From: Stefan Kaltenbrunner on
Kevin Grittner wrote:
> Greg Smith <greg(a)2ndquadrant.com> wrote:
>
>> In many of the more secure environments I've worked in (finance,
>> defense), there is *no* access to the database server beyond what
>> comes out of port 5432 without getting a whole separate team of
>> people involved. If the DBA can write a simple monitoring program
>> themselves that presents data via the one port that is exposed,
>> that makes life easier for them.
>
> Right, we don't want to give the monitoring software an OS login for
> the database servers, for security reasons.

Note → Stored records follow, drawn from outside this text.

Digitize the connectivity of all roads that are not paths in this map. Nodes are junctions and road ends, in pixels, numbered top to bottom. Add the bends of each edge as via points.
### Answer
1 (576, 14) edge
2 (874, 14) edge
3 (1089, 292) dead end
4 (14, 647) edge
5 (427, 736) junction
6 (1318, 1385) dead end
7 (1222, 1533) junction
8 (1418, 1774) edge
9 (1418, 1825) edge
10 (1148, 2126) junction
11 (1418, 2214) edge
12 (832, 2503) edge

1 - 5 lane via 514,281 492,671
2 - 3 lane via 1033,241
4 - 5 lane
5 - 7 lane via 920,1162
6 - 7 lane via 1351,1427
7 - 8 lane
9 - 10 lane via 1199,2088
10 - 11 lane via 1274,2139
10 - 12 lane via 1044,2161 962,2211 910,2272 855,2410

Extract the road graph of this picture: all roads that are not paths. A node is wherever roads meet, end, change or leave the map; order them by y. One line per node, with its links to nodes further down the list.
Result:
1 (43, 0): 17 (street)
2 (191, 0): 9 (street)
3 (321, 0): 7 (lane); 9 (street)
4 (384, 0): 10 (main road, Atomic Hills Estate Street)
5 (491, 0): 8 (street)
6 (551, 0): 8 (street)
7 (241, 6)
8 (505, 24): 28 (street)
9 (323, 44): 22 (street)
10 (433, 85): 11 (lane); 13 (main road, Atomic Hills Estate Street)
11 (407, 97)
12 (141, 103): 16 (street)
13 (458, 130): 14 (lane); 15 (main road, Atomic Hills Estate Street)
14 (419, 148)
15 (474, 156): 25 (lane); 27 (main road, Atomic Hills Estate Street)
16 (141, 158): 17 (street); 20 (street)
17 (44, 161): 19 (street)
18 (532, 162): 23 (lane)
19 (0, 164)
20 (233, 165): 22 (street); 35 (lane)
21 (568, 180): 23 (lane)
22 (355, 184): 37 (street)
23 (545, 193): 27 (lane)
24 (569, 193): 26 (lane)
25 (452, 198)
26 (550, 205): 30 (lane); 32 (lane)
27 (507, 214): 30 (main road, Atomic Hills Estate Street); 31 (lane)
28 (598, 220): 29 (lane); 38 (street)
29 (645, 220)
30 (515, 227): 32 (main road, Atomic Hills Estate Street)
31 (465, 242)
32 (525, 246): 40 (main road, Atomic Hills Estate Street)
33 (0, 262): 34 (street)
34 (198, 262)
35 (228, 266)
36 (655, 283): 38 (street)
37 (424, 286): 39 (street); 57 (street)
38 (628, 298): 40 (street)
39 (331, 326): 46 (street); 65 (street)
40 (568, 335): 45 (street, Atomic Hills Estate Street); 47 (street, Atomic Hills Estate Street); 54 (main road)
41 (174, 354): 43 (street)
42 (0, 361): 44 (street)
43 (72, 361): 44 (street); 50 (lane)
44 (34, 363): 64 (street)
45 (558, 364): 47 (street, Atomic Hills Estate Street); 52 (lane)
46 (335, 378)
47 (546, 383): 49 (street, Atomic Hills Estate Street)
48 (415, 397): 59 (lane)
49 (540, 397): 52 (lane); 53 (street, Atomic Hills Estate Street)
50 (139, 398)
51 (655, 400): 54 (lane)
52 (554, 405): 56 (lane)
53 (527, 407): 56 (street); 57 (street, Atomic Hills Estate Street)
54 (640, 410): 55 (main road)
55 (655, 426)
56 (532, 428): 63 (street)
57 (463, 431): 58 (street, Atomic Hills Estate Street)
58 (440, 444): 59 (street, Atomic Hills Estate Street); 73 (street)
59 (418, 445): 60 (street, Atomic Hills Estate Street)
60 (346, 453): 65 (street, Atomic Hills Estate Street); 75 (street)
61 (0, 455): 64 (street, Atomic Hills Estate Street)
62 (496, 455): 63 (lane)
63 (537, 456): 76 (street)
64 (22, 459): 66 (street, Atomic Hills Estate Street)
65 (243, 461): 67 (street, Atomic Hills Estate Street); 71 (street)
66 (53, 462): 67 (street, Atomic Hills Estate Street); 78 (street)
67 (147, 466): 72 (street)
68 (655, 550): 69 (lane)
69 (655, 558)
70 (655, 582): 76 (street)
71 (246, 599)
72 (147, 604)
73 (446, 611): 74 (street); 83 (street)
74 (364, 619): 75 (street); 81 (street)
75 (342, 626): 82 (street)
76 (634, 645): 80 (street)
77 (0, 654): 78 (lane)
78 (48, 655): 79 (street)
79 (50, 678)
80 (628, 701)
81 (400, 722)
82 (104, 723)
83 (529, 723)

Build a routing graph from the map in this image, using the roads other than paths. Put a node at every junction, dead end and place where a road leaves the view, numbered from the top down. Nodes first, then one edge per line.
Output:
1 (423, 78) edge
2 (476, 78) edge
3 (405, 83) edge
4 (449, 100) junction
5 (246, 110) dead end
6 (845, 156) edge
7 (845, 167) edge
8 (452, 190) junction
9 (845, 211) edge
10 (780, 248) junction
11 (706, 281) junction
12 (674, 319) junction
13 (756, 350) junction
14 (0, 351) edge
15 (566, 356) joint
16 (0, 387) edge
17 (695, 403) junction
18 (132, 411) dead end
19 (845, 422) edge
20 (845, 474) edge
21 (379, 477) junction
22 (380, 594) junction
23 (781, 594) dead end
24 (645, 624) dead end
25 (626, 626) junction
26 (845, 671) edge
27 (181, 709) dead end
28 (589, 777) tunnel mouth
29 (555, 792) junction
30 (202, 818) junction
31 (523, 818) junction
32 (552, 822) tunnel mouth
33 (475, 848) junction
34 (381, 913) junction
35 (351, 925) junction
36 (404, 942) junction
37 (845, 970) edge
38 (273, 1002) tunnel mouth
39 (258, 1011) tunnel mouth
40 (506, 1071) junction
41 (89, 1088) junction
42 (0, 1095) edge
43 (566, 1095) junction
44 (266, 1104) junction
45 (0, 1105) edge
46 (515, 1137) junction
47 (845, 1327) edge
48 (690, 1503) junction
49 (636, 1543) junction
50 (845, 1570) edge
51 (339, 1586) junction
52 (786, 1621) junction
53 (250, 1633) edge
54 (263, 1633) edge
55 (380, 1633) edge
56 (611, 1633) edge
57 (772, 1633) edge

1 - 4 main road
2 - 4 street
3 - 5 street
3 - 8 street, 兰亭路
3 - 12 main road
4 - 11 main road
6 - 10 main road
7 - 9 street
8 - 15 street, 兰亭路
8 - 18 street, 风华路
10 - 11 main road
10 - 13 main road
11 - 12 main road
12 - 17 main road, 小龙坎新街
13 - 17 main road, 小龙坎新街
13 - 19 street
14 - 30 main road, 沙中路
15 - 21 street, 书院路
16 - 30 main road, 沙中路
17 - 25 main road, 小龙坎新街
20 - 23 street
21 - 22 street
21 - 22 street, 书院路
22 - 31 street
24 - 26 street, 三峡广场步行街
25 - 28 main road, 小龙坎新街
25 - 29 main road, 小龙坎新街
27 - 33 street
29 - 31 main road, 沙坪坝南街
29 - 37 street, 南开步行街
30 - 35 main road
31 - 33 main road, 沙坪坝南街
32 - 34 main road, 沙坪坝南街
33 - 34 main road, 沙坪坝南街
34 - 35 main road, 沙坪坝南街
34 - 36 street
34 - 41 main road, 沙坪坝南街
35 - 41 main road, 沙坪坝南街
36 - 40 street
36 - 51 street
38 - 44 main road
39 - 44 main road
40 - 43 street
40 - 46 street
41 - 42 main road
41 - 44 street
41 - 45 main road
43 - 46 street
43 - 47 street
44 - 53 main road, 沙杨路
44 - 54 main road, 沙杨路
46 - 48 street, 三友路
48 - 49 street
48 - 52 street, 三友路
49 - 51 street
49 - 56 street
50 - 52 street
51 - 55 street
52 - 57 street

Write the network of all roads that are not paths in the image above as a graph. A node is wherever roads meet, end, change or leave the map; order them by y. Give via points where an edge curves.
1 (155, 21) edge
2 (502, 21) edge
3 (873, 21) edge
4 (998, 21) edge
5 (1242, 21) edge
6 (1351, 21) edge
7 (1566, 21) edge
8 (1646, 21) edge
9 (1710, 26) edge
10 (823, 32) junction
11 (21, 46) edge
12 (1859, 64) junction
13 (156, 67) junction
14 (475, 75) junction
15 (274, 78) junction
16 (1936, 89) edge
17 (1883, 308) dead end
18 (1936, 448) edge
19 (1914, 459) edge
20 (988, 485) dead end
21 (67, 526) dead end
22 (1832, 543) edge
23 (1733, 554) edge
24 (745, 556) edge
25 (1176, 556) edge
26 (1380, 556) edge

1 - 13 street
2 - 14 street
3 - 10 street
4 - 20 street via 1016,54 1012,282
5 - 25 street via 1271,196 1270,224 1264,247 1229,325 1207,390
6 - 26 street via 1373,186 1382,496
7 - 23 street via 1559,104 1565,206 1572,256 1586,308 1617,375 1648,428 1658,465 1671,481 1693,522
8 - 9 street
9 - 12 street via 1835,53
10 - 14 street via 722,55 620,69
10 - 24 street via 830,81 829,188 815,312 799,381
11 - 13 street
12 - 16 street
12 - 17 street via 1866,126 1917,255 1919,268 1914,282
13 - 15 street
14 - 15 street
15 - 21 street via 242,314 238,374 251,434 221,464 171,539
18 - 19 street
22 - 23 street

depending on what you exactly mean by that I do have to wonder how you
monitor more complex stuff (or stuff that require elevated privs) - say
raid health, multipath configuration, status of OS level updates, "are
certain processes running or not" as well as basic parameters like CPU
or IO load. as in stuff you cannot know usless you have it exported
through "some" port.


Stefan

--
Sent via pgsql-hackers mailing list (pgsql-hackers(a)postgresql.org)
To make changes to your subscription:
http://www.postgresql.org/mailpref/pgsql-hackers

From: "Kevin Grittner" on
Stefan Kaltenbrunner <stefan(a)kaltenbrunner.cc> wrote:
> Kevin Grittner wrote:

>> Right, we don't want to give the monitoring software an OS login
>> for the database servers, for security reasons.
>
> depending on what you exactly mean by that I do have to wonder how
> you monitor more complex stuff (or stuff that require elevated
> privs) - say raid health, multipath configuration, status of OS
> level updates, "are certain processes running or not" as well as
> basic parameters like CPU or IO load. as in stuff you cannot know
> usless you have it exported through "some" port.

Many of those are monitored on the server one way or another,
through a hardware card accessible only to the DBAs. The card sends
an email to the DBAs for any sort of distress, including impending
or actual drive failure, ambient temperature out of bounds, internal
or external power out of bounds, etc. OS updates are managed by the
DBAs through scripts. Ideally we would tie these in to our opcenter
software, which displays status through hundreds of "LED" boxes on
big plasma displays in our support areas (and can send emails and
jabber messages when things get to a bad state), but since the
messages are getting to the right people in a timely manner, this is
a low priority as far as monitoring enhancement requests go.

Only the DBAs have OS logins to database servers. Monitoring
software must deal with application ports (which have to be open
anyway, so that doesn't add any security risk). Since the hardware
monitoring doesn't know about file systems, and the disk space on
database servers is primarily an issue for the database, it made
sense to us to add the ability to check the space available to the
database through a database connection. Hence, fsutil.

-Kevin

--
Sent via pgsql-hackers mailing list (pgsql-hackers(a)postgresql.org)
To make changes to your subscription:
http://www.postgresql.org/mailpref/pgsql-hackers

From: Greg Smith on
Stefan Kaltenbrunner wrote:
>>
>> Another popular question is "how far behind real-time is the archiver
>> process?" You can do this right now by duplicating the same xlog
>> file name scanning and sorting that the archiver does in your own
>> code, looking for .ready files. It would be simpler if you could
>> call pg_last_archived_xlogfile() and then just grab that file's
>> timestamp.
>
> well that one seems a more reasonable reasoning to me however I'm not
> so sure that the proposed implementation feels right - though can't
> come up with a better suggestion for now.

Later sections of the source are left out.